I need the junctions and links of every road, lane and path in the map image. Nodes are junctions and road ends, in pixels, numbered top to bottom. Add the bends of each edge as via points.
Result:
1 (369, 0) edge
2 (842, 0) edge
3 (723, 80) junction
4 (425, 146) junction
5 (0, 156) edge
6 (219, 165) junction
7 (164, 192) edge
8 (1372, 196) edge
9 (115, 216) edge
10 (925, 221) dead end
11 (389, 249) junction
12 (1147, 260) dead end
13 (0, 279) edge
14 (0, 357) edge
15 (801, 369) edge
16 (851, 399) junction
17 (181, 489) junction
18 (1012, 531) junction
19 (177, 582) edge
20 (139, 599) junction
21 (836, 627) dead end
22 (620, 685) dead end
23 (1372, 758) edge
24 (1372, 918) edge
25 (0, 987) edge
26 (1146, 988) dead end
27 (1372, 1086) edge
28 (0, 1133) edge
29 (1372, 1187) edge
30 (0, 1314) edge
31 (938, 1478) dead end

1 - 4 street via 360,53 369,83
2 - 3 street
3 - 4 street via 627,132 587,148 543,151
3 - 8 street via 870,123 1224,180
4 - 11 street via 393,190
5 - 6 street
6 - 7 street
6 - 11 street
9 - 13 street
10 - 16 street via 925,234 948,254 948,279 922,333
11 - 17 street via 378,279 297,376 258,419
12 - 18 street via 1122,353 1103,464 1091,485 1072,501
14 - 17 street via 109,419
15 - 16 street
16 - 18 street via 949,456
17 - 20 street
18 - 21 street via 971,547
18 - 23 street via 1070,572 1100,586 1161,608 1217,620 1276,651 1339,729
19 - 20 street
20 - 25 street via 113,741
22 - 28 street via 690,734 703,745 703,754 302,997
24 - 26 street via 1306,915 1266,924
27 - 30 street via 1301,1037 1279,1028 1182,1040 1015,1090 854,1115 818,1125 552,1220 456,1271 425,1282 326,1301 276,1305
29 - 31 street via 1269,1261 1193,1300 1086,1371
++++++++++++++++++++
> _WHAT NEEDS TO BE DONE_
Go through the material above line by line and copy it exactly.

> _OUTPUT BELOW_
I need the junctions and links of every road, lane and path in the map image. Nodes are junctions and road ends, in pixels, numbered top to bottom. Add the bends of each edge as via points.
Result:
1 (369, 0) edge
2 (842, 0) edge
3 (723, 80) junction
4 (425, 146) junction
5 (0, 156) edge
6 (219, 165) junction
7 (164, 192) edge
8 (1372, 196) edge
9 (115, 216) edge
10 (925, 221) dead end
11 (389, 249) junction
12 (1147, 260) dead end
13 (0, 279) edge
14 (0, 357) edge
15 (801, 369) edge
16 (851, 399) junction
17 (181, 489) junction
18 (1012, 531) junction
19 (177, 582) edge
20 (139, 599) junction
21 (836, 627) dead end
22 (620, 685) dead end
23 (1372, 758) edge
24 (1372, 918) edge
25 (0, 987) edge
26 (1146, 988) dead end
27 (1372, 1086) edge
28 (0, 1133) edge
29 (1372, 1187) edge
30 (0, 1314) edge
31 (938, 1478) dead end

1 - 4 street via 360,53 369,83
2 - 3 street
3 - 4 street via 627,132 587,148 543,151
3 - 8 street via 870,123 1224,180
4 - 11 street via 393,190
5 - 6 street
6 - 7 street
6 - 11 street
9 - 13 street
10 - 16 street via 925,234 948,254 948,279 922,333
11 - 17 street via 378,279 297,376 258,419
12 - 18 street via 1122,353 1103,464 1091,485 1072,501
14 - 17 street via 109,419
15 - 16 street
16 - 18 street via 949,456
17 - 20 street
18 - 21 street via 971,547
18 - 23 street via 1070,572 1100,586 1161,608 1217,620 1276,651 1339,729
19 - 20 street
20 - 25 street via 113,741
22 - 28 street via 690,734 703,745 703,754 302,997
24 - 26 street via 1306,915 1266,924
27 - 30 street via 1301,1037 1279,1028 1182,1040 1015,1090 854,1115 818,1125 552,1220 456,1271 425,1282 326,1301 276,1305
29 - 31 street via 1269,1261 1193,1300 1086,1371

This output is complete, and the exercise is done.